A Guest Post from Sarah Ann at Faith Along The Way
It was in the wee hours of morning when I reached for another cup of coffee, trying to will myself to wake and begin the day. I grumpily grabbed my Bible in hopes to adjust my poor attitude at the foot of the cross.
Pouring through the pages of Joshua and Exodus, I immediately found a kinship with the Israelites and recognized my own tendency to aimlessly wander through the wilderness of life.
How could God’s chosen people experience freedom from slavery and stand in awe at the parted Red Sea, just to question God’s will and faithfulness a moment later? (Exodus 14: 21-29, Exodus 16: 1-3)
How could those who experienced God’s provisions and faithfulness, praise Him with one breath and the next moment, melt their jewelry together to form and worship a false idol? (Exodus 32: 1-3)
As I scoffed at their foolishness and felt smug in self-righteousness, I felt the gentle nudge of the Spirit in my soul as He pointed out the error of my own unsightly sins.
In my own way, I am a modern-day Israelite. Once I experience the magnitude of God’s blessings and watch the miracles He performs, I am quick to become complacent and whine about where life has taken me.
As I wrestled with my own wandering heart, I realized I’m not alone in this cycle of straying from God’s best. This age-old problem shows up time and time again in Scripture, yet modern day believers have more distractions than ever and can easily miss God’s purpose and path.
5 Reasons We Wander from God’s Best
We think we know best
When we trust our own feelings instead of God’s promises, we wander away from His best. Living through the daily grind, we learn to navigate life with rushed decisions and hasty emotions that quickly put us off of God’s path.
When we take our eyes off the Lord, we are silently saying that we, in our own power, are fully capable of plotting our course and finding our own way in this world. Proud and haughty, we dismiss God’s power and place our own selfish hearts back onto the throne of control.
We take God’s grace for granted
Have you found yourself complacent and restless in your faith during seasons of your life? Me, too friend. When we “play church” or go through the motions of Christianity, our eyes become unfocused and our senses dull to the miracle of God’s grace.
How easy it is forget Jesus’ sacrifice and life changing atonement at the cross when our eyes and hearts aren’t fixed on Him. Getting comfortable in our salvation causes a restless stirring deep in our soul and suddenly, we find ourselves aimlessly wandering away from the Lord’s best.
We are afraid
When the storms of life surround us, if we are not rooted and planted in faith, we can be quickly blown off of God’s course and cling to the allusion that our fear is greater than our almighty Father. Being blinded by fear causes us to doubt God’s power and capability to step in and make a way for our situation.

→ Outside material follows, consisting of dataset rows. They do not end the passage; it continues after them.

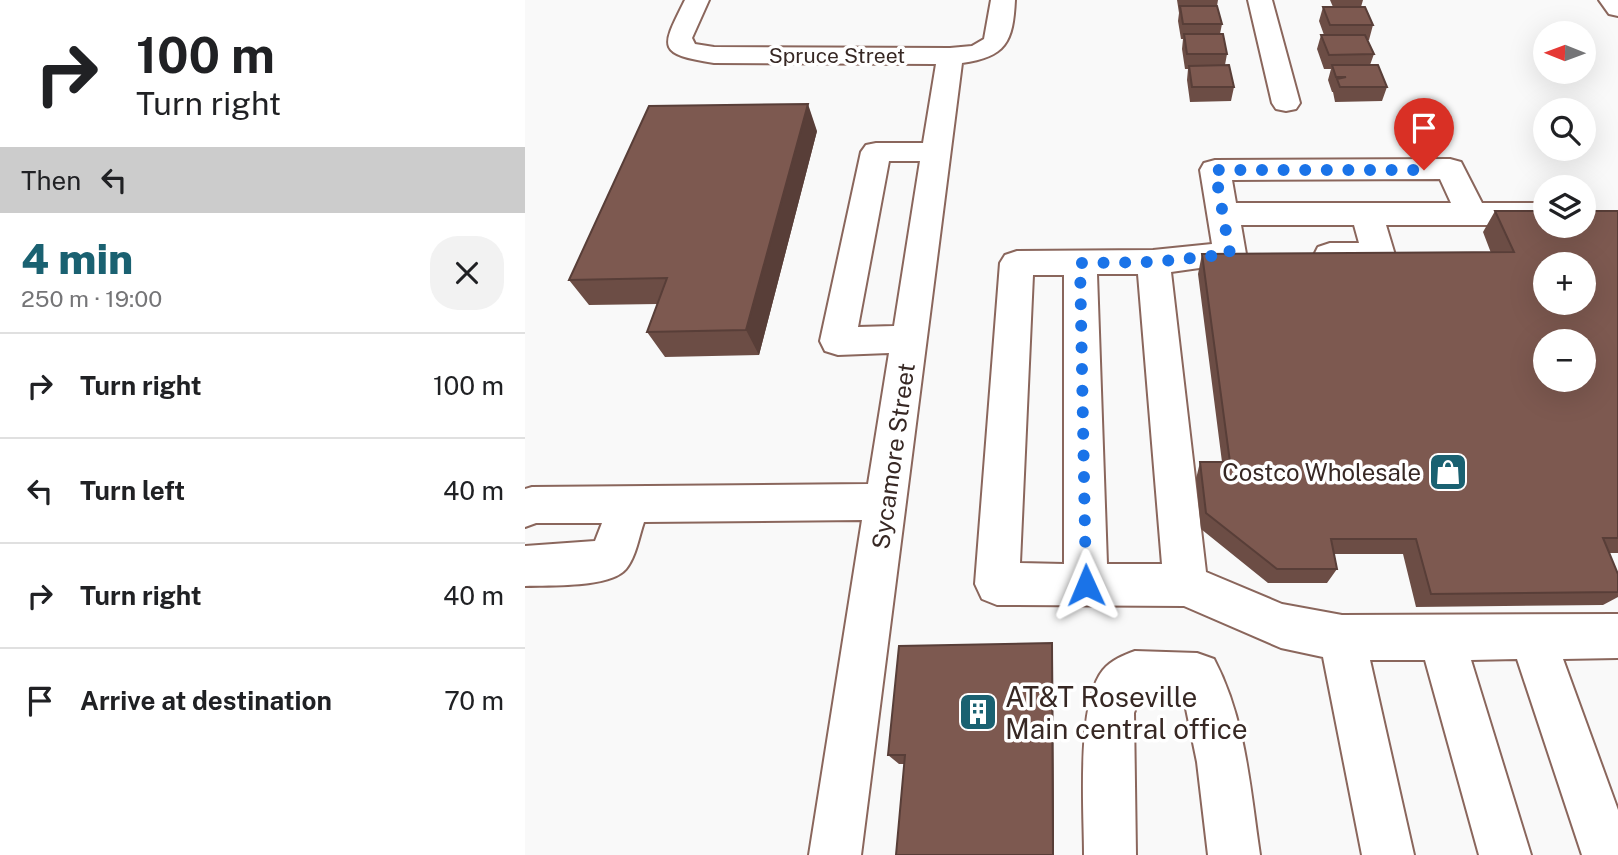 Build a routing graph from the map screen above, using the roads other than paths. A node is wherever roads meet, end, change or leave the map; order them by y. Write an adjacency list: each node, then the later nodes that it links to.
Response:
1 (697, 0): 6 (street, Spruce Street)
2 (1003, 0): 6 (street, Sycamore Street)
3 (1260, 0): 7 (street)
4 (1611, 0): 5 (street)
5 (1618, 9)
6 (969, 54): 8 (street, Sycamore Street)
7 (1286, 103)
8 (936, 152): 16 (street, Sycamore Street); 16 (street)
9 (1223, 214): 10 (street); 11 (street); 14 (street)
10 (1367, 214): 11 (street); 13 (street)
11 (1472, 214): 12 (street)
12 (1533, 214)
13 (1298, 255)
14 (1153, 262): 15 (street); 22 (street)
15 (1080, 263): 21 (street); 21 (street)
16 (909, 339): 17 (street, Sycamore Street)
17 (886, 502): 18 (street); 27 (street, Sycamore Street)
18 (629, 504): 19 (street); 20 (street)
19 (525, 509)
20 (525, 566)
21 (1086, 585): 22 (street)
22 (1186, 585): 26 (street)
23 (1532, 636): 24 (street); 25 (street); 32 (street)
24 (1618, 636)
25 (1441, 637): 26 (street); 31 (street)
26 (1342, 638): 30 (street)
27 (835, 855)
28 (1110, 855): 29 (street)
29 (1234, 855)
30 (1388, 855)
31 (1505, 855)
32 (1608, 855)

Sometimes God’s best includes taking a leap of faith, but if we’re paralyzed by fear, we may miss an opportunity God has for us because we’re afraid to take a chance.
We get distracted
Just as my son is quick to chase after a flitting butterfly, us modern day Israelites get distracted in this busy and rushed life.
Distracted by responsibilities, obligations and the demands of life, living without our eyes focused solely on the Lord can keep us from experiencing the best that God has planned for us.
May we learn to guard our hearts and pray for “blinders” as we seek to focus solely on God’s face and on His perfect plan.
We have to wait
Waiting can be agonizing if we let our circumstances overshadow God’s truth and become paralyzed by our situations. If we focus instead on God’s faithfulness and wholeheartedly seek His wisdom, waiting can be a time of growth and refinement. It’s a blessing to watch His plan unfold after waiting on Him to move, even when the wait seems long and lonely.
May we learn to bind our wandering hearts to the wisdom and will of the Lord, and trust Him with our lives and situations!